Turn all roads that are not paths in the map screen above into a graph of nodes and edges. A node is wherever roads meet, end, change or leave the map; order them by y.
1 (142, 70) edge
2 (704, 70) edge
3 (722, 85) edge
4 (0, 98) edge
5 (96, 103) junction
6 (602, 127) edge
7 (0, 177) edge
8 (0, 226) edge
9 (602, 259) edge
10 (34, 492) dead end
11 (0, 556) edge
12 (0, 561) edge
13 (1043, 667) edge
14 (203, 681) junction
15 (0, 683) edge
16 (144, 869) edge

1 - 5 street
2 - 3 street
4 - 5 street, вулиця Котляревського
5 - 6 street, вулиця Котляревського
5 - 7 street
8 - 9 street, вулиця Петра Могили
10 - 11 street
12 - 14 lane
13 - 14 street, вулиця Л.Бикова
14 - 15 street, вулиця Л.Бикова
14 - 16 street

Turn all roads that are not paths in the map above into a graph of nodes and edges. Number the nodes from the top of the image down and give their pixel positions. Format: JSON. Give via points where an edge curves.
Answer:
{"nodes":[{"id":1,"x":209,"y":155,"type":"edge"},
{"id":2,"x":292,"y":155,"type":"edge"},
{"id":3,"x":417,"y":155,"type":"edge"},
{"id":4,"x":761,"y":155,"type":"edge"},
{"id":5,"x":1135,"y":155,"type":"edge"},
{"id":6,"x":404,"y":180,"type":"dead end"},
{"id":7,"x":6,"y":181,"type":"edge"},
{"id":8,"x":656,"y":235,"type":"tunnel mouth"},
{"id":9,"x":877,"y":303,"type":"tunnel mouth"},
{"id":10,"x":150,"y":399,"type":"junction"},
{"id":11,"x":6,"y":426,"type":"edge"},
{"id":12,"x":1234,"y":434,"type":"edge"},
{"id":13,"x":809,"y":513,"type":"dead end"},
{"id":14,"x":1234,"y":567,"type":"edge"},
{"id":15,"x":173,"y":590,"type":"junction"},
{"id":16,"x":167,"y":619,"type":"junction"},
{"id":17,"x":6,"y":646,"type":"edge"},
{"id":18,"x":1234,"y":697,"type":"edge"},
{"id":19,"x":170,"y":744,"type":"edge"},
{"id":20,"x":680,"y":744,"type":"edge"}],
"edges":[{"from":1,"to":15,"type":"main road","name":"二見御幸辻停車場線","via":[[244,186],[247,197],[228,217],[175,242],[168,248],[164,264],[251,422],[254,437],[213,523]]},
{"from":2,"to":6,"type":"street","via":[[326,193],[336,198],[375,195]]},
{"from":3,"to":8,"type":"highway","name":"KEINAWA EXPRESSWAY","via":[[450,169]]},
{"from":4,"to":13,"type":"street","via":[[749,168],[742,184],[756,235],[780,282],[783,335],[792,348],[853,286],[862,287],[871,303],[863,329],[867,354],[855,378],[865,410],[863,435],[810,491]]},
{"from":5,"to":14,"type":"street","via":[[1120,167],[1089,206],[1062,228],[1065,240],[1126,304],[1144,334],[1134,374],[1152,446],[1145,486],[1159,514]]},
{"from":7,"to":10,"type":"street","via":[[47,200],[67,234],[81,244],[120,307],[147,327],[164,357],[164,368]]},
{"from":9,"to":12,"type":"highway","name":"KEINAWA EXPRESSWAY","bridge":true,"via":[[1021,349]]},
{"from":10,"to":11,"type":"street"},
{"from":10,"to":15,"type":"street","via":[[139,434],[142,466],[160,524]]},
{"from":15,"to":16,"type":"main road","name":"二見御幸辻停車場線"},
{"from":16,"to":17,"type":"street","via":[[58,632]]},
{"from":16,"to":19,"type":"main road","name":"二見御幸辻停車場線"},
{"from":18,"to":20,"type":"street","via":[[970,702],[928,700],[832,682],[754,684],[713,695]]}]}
####################
Copy out, from the material above, each line where the word "EXPRESSWAY" is present.

## Answer
{"from":3,"to":8,"type":"highway","name":"KEINAWA EXPRESSWAY","via":[[450,169]]},
{"from":9,"to":12,"type":"highway","name":"KEINAWA EXPRESSWAY","bridge":true,"via":[[1021,349]]},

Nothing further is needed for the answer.